Dataset content: Begin

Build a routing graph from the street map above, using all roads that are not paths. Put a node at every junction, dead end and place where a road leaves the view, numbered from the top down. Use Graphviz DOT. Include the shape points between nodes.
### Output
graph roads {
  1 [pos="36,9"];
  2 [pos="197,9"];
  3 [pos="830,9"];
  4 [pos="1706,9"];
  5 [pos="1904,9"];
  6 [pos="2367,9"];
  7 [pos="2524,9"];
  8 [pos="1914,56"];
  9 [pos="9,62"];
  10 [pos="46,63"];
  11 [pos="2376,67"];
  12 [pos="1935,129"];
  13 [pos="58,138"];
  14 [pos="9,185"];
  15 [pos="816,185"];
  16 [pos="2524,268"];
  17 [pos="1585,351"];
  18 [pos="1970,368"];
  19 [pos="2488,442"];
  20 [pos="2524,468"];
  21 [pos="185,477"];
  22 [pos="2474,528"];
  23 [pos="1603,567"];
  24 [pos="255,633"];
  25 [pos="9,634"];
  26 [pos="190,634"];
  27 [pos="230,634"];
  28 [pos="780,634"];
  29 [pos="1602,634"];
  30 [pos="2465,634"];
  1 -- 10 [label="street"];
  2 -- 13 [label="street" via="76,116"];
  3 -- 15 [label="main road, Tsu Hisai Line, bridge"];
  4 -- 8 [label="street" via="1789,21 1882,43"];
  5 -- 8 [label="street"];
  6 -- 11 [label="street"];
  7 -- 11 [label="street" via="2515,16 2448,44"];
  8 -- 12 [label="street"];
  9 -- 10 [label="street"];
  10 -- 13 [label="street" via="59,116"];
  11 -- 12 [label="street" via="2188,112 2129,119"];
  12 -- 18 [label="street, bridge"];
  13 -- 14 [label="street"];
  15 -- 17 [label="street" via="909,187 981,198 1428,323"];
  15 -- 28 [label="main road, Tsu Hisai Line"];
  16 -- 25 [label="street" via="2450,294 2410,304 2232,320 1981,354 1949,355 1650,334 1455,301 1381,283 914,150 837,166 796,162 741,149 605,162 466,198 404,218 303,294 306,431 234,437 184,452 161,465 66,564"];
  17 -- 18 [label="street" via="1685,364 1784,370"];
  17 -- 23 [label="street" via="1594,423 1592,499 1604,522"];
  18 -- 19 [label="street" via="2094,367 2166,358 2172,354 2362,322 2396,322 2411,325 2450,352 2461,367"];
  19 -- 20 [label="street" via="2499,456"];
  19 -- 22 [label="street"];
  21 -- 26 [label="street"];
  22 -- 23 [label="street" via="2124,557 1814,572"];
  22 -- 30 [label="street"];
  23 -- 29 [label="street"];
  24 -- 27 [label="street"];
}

Dataset content: End

Task objective:
Your task is to repeat each line of the material exactly.

Written reply:
Build a routing graph from the street map above, using all roads that are not paths. Put a node at every junction, dead end and place where a road leaves the view, numbered from the top down. Use Graphviz DOT. Include the shape points between nodes.
### Output
graph roads {
  1 [pos="36,9"];
  2 [pos="197,9"];
  3 [pos="830,9"];
  4 [pos="1706,9"];
  5 [pos="1904,9"];
  6 [pos="2367,9"];
  7 [pos="2524,9"];
  8 [pos="1914,56"];
  9 [pos="9,62"];
  10 [pos="46,63"];
  11 [pos="2376,67"];
  12 [pos="1935,129"];
  13 [pos="58,138"];
  14 [pos="9,185"];
  15 [pos="816,185"];
  16 [pos="2524,268"];
  17 [pos="1585,351"];
  18 [pos="1970,368"];
  19 [pos="2488,442"];
  20 [pos="2524,468"];
  21 [pos="185,477"];
  22 [pos="2474,528"];
  23 [pos="1603,567"];
  24 [pos="255,633"];
  25 [pos="9,634"];
  26 [pos="190,634"];
  27 [pos="230,634"];
  28 [pos="780,634"];
  29 [pos="1602,634"];
  30 [pos="2465,634"];
  1 -- 10 [label="street"];
  2 -- 13 [label="street" via="76,116"];
  3 -- 15 [label="main road, Tsu Hisai Line, bridge"];
  4 -- 8 [label="street" via="1789,21 1882,43"];
  5 -- 8 [label="street"];
  6 -- 11 [label="street"];
  7 -- 11 [label="street" via="2515,16 2448,44"];
  8 -- 12 [label="street"];
  9 -- 10 [label="street"];
  10 -- 13 [label="street" via="59,116"];
  11 -- 12 [label="street" via="2188,112 2129,119"];
  12 -- 18 [label="street, bridge"];
  13 -- 14 [label="street"];
  15 -- 17 [label="street" via="909,187 981,198 1428,323"];
  15 -- 28 [label="main road, Tsu Hisai Line"];
  16 -- 25 [label="street" via="2450,294 2410,304 2232,320 1981,354 1949,355 1650,334 1455,301 1381,283 914,150 837,166 796,162 741,149 605,162 466,198 404,218 303,294 306,431 234,437 184,452 161,465 66,564"];
  17 -- 18 [label="street" via="1685,364 1784,370"];
  17 -- 23 [label="street" via="1594,423 1592,499 1604,522"];
  18 -- 19 [label="street" via="2094,367 2166,358 2172,354 2362,322 2396,322 2411,325 2450,352 2461,367"];
  19 -- 20 [label="street" via="2499,456"];
  19 -- 22 [label="street"];
  21 -- 26 [label="street"];
  22 -- 23 [label="street" via="2124,557 1814,572"];
  22 -- 30 [label="street"];
  23 -- 29 [label="street"];
  24 -- 27 [label="street"];
}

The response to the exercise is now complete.